Data supplied —
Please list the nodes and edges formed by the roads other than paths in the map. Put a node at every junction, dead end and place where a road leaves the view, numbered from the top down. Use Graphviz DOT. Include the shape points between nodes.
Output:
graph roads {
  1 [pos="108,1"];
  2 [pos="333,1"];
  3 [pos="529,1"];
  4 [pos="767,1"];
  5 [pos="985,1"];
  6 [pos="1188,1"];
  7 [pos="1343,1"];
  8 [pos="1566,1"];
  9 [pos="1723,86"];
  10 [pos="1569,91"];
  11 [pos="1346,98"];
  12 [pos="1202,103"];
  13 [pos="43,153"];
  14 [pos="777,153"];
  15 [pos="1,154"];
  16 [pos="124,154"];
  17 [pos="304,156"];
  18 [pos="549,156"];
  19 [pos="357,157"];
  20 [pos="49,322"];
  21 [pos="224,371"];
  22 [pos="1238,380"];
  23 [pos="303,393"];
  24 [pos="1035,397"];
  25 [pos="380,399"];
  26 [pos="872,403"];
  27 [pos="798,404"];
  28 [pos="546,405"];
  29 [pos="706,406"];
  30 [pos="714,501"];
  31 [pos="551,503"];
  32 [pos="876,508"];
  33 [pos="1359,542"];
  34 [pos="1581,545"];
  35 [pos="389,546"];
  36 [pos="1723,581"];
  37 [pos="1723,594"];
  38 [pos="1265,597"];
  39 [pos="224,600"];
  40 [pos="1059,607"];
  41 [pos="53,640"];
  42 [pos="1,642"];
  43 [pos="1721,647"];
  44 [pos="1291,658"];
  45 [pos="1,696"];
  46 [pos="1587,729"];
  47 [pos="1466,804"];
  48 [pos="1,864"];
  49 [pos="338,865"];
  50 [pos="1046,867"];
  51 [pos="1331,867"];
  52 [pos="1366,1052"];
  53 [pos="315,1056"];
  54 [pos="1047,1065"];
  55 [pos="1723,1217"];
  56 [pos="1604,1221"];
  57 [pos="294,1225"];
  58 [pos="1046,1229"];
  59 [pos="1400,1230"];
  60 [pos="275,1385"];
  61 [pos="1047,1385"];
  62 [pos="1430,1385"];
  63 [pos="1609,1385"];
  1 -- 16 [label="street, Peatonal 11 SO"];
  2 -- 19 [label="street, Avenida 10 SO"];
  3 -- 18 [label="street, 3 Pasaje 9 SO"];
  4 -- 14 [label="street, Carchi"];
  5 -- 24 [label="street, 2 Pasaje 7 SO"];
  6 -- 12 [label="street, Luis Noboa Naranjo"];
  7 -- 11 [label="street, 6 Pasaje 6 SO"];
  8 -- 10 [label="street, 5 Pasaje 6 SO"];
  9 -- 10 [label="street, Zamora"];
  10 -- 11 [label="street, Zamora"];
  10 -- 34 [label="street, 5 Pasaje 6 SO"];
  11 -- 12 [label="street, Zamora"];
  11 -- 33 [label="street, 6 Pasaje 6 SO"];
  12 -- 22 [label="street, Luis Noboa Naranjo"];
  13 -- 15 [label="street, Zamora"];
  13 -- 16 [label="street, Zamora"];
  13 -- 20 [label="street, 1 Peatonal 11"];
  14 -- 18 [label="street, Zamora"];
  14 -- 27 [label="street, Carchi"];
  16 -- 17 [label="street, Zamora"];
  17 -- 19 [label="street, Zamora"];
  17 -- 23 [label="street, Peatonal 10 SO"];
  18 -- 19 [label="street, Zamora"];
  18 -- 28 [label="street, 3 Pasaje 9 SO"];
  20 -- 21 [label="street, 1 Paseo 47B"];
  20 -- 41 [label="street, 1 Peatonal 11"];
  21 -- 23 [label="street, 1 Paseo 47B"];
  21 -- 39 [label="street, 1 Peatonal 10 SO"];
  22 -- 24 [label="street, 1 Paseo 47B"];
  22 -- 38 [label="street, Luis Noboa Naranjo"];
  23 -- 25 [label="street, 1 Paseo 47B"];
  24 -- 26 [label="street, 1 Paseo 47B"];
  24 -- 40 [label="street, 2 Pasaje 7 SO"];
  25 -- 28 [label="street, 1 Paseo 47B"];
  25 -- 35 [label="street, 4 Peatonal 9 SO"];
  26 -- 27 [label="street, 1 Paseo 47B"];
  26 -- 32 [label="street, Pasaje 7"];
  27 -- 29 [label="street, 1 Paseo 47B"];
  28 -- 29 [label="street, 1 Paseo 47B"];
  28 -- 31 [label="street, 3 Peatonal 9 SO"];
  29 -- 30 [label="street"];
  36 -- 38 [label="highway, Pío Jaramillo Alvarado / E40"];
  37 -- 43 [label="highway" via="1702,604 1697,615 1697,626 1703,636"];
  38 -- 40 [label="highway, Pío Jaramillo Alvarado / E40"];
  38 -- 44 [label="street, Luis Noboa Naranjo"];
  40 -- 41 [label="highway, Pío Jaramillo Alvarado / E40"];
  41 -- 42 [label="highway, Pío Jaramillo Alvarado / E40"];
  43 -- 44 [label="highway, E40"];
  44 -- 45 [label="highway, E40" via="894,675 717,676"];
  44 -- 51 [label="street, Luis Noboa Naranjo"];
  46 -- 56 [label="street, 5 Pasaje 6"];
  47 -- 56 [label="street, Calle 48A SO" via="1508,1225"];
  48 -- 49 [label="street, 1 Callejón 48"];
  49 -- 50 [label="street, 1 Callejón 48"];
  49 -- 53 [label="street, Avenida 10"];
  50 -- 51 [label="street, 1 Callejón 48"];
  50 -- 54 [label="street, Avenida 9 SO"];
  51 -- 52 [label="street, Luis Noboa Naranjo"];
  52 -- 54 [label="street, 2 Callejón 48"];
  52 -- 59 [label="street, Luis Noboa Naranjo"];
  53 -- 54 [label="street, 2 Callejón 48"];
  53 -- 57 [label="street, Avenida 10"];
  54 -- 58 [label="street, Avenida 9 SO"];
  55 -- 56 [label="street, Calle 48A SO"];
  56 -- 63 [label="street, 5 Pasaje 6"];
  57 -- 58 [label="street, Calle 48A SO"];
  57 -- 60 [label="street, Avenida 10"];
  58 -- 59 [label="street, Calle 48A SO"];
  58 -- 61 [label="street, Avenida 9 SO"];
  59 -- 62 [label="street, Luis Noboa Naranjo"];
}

What you will do — Every line of the material above must be set down again exactly.

Solution for this task —
Please list the nodes and edges formed by the roads other than paths in the map. Put a node at every junction, dead end and place where a road leaves the view, numbered from the top down. Use Graphviz DOT. Include the shape points between nodes.
Output:
graph roads {
  1 [pos="108,1"];
  2 [pos="333,1"];
  3 [pos="529,1"];
  4 [pos="767,1"];
  5 [pos="985,1"];
  6 [pos="1188,1"];
  7 [pos="1343,1"];
  8 [pos="1566,1"];
  9 [pos="1723,86"];
  10 [pos="1569,91"];
  11 [pos="1346,98"];
  12 [pos="1202,103"];
  13 [pos="43,153"];
  14 [pos="777,153"];
  15 [pos="1,154"];
  16 [pos="124,154"];
  17 [pos="304,156"];
  18 [pos="549,156"];
  19 [pos="357,157"];
  20 [pos="49,322"];
  21 [pos="224,371"];
  22 [pos="1238,380"];
  23 [pos="303,393"];
  24 [pos="1035,397"];
  25 [pos="380,399"];
  26 [pos="872,403"];
  27 [pos="798,404"];
  28 [pos="546,405"];
  29 [pos="706,406"];
  30 [pos="714,501"];
  31 [pos="551,503"];
  32 [pos="876,508"];
  33 [pos="1359,542"];
  34 [pos="1581,545"];
  35 [pos="389,546"];
  36 [pos="1723,581"];
  37 [pos="1723,594"];
  38 [pos="1265,597"];
  39 [pos="224,600"];
  40 [pos="1059,607"];
  41 [pos="53,640"];
  42 [pos="1,642"];
  43 [pos="1721,647"];
  44 [pos="1291,658"];
  45 [pos="1,696"];
  46 [pos="1587,729"];
  47 [pos="1466,804"];
  48 [pos="1,864"];
  49 [pos="338,865"];
  50 [pos="1046,867"];
  51 [pos="1331,867"];
  52 [pos="1366,1052"];
  53 [pos="315,1056"];
  54 [pos="1047,1065"];
  55 [pos="1723,1217"];
  56 [pos="1604,1221"];
  57 [pos="294,1225"];
  58 [pos="1046,1229"];
  59 [pos="1400,1230"];
  60 [pos="275,1385"];
  61 [pos="1047,1385"];
  62 [pos="1430,1385"];
  63 [pos="1609,1385"];
  1 -- 16 [label="street, Peatonal 11 SO"];
  2 -- 19 [label="street, Avenida 10 SO"];
  3 -- 18 [label="street, 3 Pasaje 9 SO"];
  4 -- 14 [label="street, Carchi"];
  5 -- 24 [label="street, 2 Pasaje 7 SO"];
  6 -- 12 [label="street, Luis Noboa Naranjo"];
  7 -- 11 [label="street, 6 Pasaje 6 SO"];
  8 -- 10 [label="street, 5 Pasaje 6 SO"];
  9 -- 10 [label="street, Zamora"];
  10 -- 11 [label="street, Zamora"];
  10 -- 34 [label="street, 5 Pasaje 6 SO"];
  11 -- 12 [label="street, Zamora"];
  11 -- 33 [label="street, 6 Pasaje 6 SO"];
  12 -- 22 [label="street, Luis Noboa Naranjo"];
  13 -- 15 [label="street, Zamora"];
  13 -- 16 [label="street, Zamora"];
  13 -- 20 [label="street, 1 Peatonal 11"];
  14 -- 18 [label="street, Zamora"];
  14 -- 27 [label="street, Carchi"];
  16 -- 17 [label="street, Zamora"];
  17 -- 19 [label="street, Zamora"];
  17 -- 23 [label="street, Peatonal 10 SO"];
  18 -- 19 [label="street, Zamora"];
  18 -- 28 [label="street, 3 Pasaje 9 SO"];
  20 -- 21 [label="street, 1 Paseo 47B"];
  20 -- 41 [label="street, 1 Peatonal 11"];
  21 -- 23 [label="street, 1 Paseo 47B"];
  21 -- 39 [label="street, 1 Peatonal 10 SO"];
  22 -- 24 [label="street, 1 Paseo 47B"];
  22 -- 38 [label="street, Luis Noboa Naranjo"];
  23 -- 25 [label="street, 1 Paseo 47B"];
  24 -- 26 [label="street, 1 Paseo 47B"];
  24 -- 40 [label="street, 2 Pasaje 7 SO"];
  25 -- 28 [label="street, 1 Paseo 47B"];
  25 -- 35 [label="street, 4 Peatonal 9 SO"];
  26 -- 27 [label="street, 1 Paseo 47B"];
  26 -- 32 [label="street, Pasaje 7"];
  27 -- 29 [label="street, 1 Paseo 47B"];
  28 -- 29 [label="street, 1 Paseo 47B"];
  28 -- 31 [label="street, 3 Peatonal 9 SO"];
  29 -- 30 [label="street"];
  36 -- 38 [label="highway, Pío Jaramillo Alvarado / E40"];
  37 -- 43 [label="highway" via="1702,604 1697,615 1697,626 1703,636"];
  38 -- 40 [label="highway, Pío Jaramillo Alvarado / E40"];
  38 -- 44 [label="street, Luis Noboa Naranjo"];
  40 -- 41 [label="highway, Pío Jaramillo Alvarado / E40"];
  41 -- 42 [label="highway, Pío Jaramillo Alvarado / E40"];
  43 -- 44 [label="highway, E40"];
  44 -- 45 [label="highway, E40" via="894,675 717,676"];
  44 -- 51 [label="street, Luis Noboa Naranjo"];
  46 -- 56 [label="street, 5 Pasaje 6"];
  47 -- 56 [label="street, Calle 48A SO" via="1508,1225"];
  48 -- 49 [label="street, 1 Callejón 48"];
  49 -- 50 [label="street, 1 Callejón 48"];
  49 -- 53 [label="street, Avenida 10"];
  50 -- 51 [label="street, 1 Callejón 48"];
  50 -- 54 [label="street, Avenida 9 SO"];
  51 -- 52 [label="street, Luis Noboa Naranjo"];
  52 -- 54 [label="street, 2 Callejón 48"];
  52 -- 59 [label="street, Luis Noboa Naranjo"];
  53 -- 54 [label="street, 2 Callejón 48"];
  53 -- 57 [label="street, Avenida 10"];
  54 -- 58 [label="street, Avenida 9 SO"];
  55 -- 56 [label="street, Calle 48A SO"];
  56 -- 63 [label="street, 5 Pasaje 6"];
  57 -- 58 [label="street, Calle 48A SO"];
  57 -- 60 [label="street, Avenida 10"];
  58 -- 59 [label="street, Calle 48A SO"];
  58 -- 61 [label="street, Avenida 9 SO"];
  59 -- 62 [label="street, Luis Noboa Naranjo"];
}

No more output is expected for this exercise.